What to work on: Your result should be the lines holding the word "joint", copied from the entries below.

Task material:
+-------+
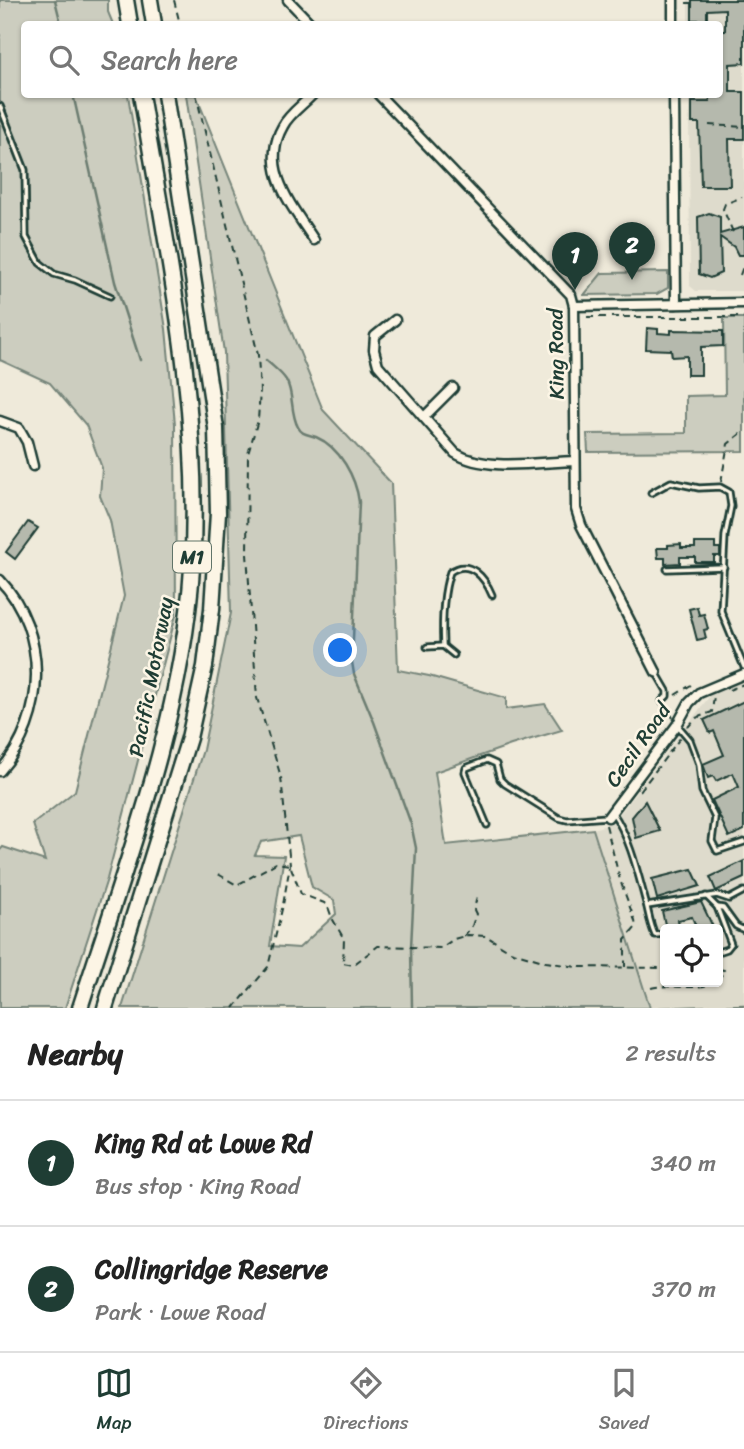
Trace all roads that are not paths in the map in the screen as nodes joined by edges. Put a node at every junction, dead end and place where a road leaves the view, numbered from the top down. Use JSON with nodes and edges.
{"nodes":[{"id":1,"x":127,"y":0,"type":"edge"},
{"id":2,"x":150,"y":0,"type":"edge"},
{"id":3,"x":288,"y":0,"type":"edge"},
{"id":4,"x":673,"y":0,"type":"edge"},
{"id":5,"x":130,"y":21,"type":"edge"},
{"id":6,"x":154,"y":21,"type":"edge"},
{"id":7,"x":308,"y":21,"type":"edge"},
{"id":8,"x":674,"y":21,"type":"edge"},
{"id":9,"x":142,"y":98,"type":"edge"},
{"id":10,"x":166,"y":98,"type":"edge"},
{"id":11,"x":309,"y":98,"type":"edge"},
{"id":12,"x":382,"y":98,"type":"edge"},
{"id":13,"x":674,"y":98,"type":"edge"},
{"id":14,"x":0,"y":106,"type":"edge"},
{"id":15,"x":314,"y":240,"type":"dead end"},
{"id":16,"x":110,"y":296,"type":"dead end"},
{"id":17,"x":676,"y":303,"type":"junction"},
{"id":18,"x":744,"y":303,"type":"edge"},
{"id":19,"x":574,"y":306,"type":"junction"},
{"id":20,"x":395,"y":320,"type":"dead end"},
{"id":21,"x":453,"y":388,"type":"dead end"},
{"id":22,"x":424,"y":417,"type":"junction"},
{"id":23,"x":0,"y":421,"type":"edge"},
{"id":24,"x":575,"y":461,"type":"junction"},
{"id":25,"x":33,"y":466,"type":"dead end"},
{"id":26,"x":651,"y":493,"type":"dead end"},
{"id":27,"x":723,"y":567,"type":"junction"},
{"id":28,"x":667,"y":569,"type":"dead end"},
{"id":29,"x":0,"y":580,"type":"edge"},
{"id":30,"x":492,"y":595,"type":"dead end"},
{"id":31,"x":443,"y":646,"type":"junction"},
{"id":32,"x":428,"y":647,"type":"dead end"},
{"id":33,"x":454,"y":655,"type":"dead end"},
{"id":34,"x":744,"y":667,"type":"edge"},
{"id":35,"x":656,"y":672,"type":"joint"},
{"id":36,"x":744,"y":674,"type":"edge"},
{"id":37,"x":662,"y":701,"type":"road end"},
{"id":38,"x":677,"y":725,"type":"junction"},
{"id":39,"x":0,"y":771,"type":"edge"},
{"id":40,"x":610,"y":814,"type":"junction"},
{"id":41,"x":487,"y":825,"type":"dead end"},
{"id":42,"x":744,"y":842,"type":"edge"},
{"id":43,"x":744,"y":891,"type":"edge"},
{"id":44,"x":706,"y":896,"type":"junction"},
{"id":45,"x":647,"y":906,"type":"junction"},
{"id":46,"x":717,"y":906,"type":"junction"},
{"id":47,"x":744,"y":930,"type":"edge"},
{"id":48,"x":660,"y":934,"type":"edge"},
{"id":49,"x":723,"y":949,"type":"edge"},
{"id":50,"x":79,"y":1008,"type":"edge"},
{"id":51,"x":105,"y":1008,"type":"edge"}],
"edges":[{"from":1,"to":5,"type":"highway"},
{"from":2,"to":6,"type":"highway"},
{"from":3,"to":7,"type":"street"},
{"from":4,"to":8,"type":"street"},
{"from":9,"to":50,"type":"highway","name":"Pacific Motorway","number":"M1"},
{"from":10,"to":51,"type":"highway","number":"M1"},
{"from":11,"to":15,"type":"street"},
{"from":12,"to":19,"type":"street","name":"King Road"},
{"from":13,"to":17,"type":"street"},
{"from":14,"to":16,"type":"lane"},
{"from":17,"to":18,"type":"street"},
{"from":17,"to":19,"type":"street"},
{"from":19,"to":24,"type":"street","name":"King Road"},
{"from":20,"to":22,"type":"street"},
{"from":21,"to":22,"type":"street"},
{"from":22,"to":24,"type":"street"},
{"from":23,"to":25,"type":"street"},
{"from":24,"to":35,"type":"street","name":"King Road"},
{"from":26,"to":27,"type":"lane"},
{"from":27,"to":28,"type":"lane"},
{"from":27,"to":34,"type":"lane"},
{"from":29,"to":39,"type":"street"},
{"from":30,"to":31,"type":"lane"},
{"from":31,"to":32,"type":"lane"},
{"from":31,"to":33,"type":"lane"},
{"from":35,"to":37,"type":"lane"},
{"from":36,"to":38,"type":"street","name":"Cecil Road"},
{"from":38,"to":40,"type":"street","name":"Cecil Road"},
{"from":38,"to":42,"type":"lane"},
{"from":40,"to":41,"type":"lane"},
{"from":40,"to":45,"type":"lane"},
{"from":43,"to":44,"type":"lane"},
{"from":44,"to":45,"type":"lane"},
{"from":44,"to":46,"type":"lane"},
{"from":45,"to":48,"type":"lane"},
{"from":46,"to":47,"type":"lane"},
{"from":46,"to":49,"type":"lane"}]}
+-------+
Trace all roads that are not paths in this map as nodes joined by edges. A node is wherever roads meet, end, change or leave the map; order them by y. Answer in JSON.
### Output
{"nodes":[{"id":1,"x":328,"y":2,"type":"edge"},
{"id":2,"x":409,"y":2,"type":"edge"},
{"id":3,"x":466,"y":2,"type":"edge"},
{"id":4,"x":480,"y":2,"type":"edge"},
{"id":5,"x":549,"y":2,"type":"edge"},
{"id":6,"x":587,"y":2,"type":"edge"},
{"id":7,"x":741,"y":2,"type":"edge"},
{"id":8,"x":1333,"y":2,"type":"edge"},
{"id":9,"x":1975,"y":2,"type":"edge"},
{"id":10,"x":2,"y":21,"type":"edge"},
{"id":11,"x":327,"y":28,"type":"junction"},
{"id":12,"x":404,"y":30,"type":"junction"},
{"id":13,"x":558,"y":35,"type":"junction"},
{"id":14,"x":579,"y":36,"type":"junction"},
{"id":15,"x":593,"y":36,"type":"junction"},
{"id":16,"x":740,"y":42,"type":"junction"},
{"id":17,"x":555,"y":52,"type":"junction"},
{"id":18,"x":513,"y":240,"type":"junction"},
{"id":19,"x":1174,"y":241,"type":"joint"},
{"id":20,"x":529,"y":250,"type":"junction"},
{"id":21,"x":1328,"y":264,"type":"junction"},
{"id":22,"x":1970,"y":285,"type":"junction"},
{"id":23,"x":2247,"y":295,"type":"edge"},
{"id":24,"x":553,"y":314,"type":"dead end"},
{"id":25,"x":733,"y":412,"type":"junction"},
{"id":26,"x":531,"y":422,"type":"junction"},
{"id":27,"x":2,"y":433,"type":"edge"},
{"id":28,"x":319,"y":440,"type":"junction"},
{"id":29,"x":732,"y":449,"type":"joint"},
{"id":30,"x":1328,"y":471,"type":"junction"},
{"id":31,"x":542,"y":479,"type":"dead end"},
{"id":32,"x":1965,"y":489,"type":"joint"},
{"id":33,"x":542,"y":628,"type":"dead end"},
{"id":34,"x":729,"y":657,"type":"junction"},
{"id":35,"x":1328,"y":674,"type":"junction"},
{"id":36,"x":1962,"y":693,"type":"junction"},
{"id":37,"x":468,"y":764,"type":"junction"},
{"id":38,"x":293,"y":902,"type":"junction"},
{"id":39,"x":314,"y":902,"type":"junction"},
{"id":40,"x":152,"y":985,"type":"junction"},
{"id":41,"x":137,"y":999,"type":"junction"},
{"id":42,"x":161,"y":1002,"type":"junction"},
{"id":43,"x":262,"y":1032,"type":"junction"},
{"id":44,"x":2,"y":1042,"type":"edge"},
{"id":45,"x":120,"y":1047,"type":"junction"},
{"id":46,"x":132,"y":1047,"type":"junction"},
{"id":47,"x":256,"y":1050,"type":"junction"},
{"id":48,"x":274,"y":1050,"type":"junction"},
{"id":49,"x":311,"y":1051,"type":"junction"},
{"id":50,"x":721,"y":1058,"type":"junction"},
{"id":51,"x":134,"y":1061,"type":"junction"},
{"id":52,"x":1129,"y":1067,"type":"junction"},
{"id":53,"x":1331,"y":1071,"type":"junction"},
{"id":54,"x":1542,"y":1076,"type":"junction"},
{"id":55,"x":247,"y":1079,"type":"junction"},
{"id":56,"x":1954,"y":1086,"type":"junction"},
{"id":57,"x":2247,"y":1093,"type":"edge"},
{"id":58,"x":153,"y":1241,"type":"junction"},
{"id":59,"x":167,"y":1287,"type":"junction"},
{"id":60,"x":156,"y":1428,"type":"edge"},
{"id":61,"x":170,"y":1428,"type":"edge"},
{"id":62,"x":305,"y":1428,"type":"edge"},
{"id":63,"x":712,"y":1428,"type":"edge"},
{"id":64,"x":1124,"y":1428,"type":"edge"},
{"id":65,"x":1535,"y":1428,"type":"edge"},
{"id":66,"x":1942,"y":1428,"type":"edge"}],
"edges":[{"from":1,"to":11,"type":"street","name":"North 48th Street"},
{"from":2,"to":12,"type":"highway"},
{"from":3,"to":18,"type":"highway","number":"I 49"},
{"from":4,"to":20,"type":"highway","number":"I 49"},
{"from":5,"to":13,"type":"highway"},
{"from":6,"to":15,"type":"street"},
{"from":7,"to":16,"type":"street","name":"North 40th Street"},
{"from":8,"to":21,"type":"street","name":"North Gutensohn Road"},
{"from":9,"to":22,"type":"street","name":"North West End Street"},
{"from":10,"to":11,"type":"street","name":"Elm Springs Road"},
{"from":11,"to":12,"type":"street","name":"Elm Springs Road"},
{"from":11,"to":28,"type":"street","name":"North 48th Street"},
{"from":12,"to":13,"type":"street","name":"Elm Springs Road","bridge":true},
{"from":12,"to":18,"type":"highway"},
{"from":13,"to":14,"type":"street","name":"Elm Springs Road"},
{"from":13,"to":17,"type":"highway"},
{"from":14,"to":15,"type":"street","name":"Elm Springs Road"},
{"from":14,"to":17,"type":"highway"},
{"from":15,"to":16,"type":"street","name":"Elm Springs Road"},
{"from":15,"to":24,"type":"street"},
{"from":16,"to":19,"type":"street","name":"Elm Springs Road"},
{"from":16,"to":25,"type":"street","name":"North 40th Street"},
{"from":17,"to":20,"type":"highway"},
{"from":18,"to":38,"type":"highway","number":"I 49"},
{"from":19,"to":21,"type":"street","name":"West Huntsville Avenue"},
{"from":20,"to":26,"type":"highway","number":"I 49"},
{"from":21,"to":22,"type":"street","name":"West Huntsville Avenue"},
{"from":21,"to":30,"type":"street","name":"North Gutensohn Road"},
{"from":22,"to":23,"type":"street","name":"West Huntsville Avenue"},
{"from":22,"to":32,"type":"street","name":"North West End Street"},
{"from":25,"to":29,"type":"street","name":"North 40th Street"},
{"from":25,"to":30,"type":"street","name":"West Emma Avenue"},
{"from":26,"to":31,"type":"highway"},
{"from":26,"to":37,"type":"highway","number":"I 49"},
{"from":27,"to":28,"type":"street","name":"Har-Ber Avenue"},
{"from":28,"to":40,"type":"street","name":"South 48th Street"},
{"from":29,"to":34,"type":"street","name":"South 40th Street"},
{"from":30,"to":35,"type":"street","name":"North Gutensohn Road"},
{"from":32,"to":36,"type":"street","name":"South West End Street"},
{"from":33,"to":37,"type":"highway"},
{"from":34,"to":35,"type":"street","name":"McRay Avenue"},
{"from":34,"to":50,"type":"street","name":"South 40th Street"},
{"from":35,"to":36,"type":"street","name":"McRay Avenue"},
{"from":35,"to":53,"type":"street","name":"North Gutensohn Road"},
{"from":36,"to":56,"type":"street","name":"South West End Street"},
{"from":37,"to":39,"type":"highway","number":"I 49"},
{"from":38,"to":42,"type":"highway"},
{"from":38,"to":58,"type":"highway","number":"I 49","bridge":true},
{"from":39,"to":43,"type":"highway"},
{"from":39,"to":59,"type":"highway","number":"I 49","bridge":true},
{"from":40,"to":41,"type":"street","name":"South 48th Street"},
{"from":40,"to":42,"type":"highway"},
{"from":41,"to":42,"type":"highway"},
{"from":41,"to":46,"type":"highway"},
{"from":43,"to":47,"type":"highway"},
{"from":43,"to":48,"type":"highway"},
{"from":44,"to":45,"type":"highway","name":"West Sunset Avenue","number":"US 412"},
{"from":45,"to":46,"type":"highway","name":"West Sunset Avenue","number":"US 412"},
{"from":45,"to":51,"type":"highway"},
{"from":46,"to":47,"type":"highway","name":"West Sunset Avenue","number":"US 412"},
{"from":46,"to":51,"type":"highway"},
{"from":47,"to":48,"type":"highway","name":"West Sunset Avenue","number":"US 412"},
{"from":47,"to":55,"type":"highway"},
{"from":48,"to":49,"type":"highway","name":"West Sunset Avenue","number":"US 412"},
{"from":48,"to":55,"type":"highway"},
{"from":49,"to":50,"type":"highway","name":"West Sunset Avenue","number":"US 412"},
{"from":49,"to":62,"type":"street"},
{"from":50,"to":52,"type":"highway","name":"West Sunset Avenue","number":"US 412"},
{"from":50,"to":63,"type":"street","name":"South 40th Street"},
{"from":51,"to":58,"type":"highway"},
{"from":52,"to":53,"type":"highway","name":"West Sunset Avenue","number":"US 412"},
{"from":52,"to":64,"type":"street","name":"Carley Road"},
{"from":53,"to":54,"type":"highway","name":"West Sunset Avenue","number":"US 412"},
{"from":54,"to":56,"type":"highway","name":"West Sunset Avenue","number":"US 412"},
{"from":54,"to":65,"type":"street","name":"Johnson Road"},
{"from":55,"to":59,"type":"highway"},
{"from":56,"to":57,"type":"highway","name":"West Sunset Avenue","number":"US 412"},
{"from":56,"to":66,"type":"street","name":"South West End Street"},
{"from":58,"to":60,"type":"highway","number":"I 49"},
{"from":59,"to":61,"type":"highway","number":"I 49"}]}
+-------+
Exercise solution:
{"id":35,"x":656,"y":672,"type":"joint"},
{"id":19,"x":1174,"y":241,"type":"joint"},
{"id":29,"x":732,"y":449,"type":"joint"},
{"id":32,"x":1965,"y":489,"type":"joint"},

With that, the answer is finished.